_What is being asked_
Gather every line of the entries that includes the word "طارق".

== Records for the exercise

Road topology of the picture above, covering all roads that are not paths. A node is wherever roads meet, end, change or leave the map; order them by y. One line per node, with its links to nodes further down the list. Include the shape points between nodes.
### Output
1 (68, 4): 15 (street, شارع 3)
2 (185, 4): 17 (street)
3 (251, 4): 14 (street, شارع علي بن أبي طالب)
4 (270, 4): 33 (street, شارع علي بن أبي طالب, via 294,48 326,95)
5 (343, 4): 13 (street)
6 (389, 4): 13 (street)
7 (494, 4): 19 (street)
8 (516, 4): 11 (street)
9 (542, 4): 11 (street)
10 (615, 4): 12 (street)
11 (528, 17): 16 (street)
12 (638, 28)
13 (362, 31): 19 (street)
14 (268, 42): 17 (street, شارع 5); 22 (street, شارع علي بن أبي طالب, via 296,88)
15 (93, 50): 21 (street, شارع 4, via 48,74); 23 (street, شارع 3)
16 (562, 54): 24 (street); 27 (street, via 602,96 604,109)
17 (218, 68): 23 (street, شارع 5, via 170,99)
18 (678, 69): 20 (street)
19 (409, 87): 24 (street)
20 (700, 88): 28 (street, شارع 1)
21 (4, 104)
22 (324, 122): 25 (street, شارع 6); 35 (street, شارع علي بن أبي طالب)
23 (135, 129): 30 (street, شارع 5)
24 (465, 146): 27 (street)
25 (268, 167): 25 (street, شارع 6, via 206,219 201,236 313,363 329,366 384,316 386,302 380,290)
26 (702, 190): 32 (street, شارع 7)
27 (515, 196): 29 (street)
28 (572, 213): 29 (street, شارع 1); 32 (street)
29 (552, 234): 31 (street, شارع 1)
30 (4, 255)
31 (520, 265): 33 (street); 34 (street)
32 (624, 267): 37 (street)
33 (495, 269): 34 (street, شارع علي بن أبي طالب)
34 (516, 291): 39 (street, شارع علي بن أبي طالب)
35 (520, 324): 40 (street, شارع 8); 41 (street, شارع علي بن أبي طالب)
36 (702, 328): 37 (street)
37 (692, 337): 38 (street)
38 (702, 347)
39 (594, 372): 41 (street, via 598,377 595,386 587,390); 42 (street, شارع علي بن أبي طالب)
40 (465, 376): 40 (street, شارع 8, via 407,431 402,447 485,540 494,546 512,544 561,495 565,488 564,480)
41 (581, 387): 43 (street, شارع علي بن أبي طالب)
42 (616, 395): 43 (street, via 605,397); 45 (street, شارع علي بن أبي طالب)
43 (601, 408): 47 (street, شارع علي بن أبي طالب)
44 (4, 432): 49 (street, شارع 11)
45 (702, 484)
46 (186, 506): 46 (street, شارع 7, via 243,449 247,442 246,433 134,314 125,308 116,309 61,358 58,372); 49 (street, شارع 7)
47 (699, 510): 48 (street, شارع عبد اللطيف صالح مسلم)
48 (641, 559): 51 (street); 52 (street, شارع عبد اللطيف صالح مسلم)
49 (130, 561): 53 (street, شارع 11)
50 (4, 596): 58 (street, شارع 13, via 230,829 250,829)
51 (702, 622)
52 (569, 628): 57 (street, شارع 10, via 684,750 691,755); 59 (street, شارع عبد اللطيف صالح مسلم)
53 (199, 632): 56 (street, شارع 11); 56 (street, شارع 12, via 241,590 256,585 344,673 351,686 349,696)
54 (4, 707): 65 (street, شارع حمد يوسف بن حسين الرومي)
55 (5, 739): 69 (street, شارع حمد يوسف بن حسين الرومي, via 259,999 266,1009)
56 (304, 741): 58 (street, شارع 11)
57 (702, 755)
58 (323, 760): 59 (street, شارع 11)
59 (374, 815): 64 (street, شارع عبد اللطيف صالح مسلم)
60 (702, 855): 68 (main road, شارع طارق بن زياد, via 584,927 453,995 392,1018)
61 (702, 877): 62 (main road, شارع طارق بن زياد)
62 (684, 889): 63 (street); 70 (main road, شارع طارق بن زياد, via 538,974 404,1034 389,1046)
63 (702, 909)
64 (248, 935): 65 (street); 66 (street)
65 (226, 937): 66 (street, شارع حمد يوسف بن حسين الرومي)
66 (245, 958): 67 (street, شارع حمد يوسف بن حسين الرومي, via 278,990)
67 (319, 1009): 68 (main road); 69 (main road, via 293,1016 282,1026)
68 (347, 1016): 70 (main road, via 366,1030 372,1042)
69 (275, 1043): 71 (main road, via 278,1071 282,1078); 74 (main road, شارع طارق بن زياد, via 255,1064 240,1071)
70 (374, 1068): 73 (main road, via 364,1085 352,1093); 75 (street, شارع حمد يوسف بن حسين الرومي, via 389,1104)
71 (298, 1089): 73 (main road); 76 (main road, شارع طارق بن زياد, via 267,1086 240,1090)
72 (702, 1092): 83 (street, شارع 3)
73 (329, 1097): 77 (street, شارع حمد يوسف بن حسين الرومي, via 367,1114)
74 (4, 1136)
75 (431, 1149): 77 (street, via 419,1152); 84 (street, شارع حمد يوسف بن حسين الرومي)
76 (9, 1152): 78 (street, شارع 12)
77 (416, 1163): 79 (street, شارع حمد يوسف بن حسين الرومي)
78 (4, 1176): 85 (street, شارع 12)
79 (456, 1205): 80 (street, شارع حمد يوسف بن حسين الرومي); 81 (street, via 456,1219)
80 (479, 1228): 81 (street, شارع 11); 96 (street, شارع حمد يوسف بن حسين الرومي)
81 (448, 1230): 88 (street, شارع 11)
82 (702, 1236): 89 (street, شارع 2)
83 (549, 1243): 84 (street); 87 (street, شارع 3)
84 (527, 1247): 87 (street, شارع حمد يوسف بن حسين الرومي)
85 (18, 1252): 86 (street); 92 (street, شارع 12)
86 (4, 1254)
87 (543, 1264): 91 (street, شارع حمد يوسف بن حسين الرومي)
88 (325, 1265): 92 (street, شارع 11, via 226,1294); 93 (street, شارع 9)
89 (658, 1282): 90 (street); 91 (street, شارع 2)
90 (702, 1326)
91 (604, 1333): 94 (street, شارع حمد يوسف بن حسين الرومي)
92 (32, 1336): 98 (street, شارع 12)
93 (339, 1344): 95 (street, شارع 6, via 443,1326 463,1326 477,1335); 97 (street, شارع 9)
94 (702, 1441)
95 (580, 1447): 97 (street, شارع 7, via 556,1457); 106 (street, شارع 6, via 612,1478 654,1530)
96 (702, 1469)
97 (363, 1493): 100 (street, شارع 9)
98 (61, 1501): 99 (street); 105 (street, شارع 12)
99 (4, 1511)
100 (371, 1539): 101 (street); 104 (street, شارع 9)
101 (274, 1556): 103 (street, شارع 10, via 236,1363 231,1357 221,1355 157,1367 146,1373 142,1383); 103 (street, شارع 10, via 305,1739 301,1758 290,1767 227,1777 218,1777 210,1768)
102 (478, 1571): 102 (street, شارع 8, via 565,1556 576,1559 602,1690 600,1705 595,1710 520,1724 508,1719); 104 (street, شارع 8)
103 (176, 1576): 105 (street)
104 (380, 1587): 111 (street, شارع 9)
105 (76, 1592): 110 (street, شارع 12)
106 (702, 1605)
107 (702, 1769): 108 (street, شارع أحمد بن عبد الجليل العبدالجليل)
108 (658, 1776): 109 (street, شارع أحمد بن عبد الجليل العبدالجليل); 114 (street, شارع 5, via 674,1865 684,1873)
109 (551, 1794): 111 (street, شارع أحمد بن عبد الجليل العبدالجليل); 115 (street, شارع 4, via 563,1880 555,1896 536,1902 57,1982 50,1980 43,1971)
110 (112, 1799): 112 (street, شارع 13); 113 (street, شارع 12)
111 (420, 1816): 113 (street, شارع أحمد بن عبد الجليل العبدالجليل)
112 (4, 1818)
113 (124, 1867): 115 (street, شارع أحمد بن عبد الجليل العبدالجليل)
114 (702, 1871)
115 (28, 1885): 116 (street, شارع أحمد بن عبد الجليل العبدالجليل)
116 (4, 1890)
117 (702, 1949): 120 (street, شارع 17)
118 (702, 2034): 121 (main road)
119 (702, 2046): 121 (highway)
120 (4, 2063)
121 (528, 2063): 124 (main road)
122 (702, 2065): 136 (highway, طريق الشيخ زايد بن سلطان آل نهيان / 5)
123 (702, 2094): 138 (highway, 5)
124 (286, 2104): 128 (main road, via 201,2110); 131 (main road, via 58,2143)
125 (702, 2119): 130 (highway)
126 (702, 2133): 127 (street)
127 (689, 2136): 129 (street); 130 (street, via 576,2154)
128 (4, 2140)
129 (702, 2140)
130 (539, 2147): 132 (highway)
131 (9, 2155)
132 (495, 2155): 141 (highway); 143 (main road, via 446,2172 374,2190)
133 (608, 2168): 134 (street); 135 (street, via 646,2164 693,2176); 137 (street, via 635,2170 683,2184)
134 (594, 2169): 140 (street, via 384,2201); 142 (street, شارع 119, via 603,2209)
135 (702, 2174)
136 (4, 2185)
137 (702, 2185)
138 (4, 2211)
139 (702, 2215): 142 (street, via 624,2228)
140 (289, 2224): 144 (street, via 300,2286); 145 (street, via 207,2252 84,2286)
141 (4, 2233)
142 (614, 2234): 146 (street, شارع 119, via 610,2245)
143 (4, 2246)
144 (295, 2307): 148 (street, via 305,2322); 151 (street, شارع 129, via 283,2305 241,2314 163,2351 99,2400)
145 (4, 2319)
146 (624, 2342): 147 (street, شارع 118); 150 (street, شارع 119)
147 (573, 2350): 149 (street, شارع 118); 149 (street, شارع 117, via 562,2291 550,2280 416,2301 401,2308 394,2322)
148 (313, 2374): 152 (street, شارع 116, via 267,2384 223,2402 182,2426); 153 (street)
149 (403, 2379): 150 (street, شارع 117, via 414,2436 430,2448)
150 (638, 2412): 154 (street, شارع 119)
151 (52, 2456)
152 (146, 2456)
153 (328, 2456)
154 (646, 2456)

====

_Response to this exercise_
60 (702, 855): 68 (main road, شارع طارق بن زياد, via 584,927 453,995 392,1018)
61 (702, 877): 62 (main road, شارع طارق بن زياد)
62 (684, 889): 63 (street); 70 (main road, شارع طارق بن زياد, via 538,974 404,1034 389,1046)
69 (275, 1043): 71 (main road, via 278,1071 282,1078); 74 (main road, شارع طارق بن زياد, via 255,1064 240,1071)
71 (298, 1089): 73 (main road); 76 (main road, شارع طارق بن زياد, via 267,1086 240,1090)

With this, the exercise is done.